Still, I was desperate to do something arty because I don’t feel fully like myself unless I am doing something creative. I, therefore, picked up my Art Journal because it does not matter a jot if I complete the page or not or make a mess in my art journal. I looked at last week’s Art Journal Adventure prompt which was to use a quotation. I am not one of those people who has inspirational quotations to hand so I was pondering what to write while overhearing my kids, who were decorating a gingerbread house in an adjacent room. They were listening to Christmas music so that gave me my inspiration. I have been thinking about practicing some brush lettering for a while so I thought that writing down some festive words using a brush dipped in watercolour paint would be an easy, fuss-free way to fill a journal page. My brush lettering still needs a great deal of work, especially since I have a tendency to be inconsistent and to lapse into just using my own handwriting, but it was fun to practice and it was therapeutic to sit down at my art table again and splash around in some paint.
Nutcrackers
For a fun festive activity, I bought some blank wooden nutcrackers for my sons to paint.
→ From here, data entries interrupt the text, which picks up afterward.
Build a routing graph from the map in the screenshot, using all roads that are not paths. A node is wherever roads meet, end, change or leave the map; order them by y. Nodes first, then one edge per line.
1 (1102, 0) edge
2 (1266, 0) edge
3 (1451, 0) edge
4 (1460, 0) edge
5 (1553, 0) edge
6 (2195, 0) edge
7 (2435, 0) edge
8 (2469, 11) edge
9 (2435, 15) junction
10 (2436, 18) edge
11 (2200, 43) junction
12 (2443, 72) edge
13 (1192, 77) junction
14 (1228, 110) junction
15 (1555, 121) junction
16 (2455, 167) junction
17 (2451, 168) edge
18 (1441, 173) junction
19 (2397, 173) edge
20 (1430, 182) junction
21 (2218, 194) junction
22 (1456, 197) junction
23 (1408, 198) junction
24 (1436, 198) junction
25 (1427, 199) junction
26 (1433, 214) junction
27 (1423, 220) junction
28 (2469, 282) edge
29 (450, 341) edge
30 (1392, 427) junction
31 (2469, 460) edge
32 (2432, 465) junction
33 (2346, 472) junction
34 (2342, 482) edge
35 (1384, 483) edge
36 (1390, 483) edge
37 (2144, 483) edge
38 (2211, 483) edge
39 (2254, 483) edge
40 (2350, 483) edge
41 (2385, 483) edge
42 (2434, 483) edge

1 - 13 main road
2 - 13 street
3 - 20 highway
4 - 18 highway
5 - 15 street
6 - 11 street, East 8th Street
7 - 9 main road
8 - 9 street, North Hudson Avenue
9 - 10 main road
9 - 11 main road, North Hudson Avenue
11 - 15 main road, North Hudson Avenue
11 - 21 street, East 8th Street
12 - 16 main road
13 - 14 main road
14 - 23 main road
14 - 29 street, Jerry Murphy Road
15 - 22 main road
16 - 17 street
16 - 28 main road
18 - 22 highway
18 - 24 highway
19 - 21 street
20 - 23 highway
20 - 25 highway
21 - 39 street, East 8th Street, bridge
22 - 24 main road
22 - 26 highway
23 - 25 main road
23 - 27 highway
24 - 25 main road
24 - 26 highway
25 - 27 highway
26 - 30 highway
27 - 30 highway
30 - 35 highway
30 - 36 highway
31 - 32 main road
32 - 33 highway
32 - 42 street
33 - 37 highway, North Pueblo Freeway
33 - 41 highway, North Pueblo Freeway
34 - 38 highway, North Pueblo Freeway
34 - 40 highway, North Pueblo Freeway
I am actually not a huge fan of nutcrackers – I find them a little creepy – but my kids like them. I think they appeal to them for largely nostalgic reasons: my mother-in-law has a large collection of nutcrackers so the kids associate them with fun-filled Christmases spent at their grandparents’ house. Somehow, despite my mild aversion to nutcrackers, we now have a small collection of our own that appear every December. Now we have four more!
The nutcrackers were created by, from left to right, my 11, 13, 7, and 9 year olds.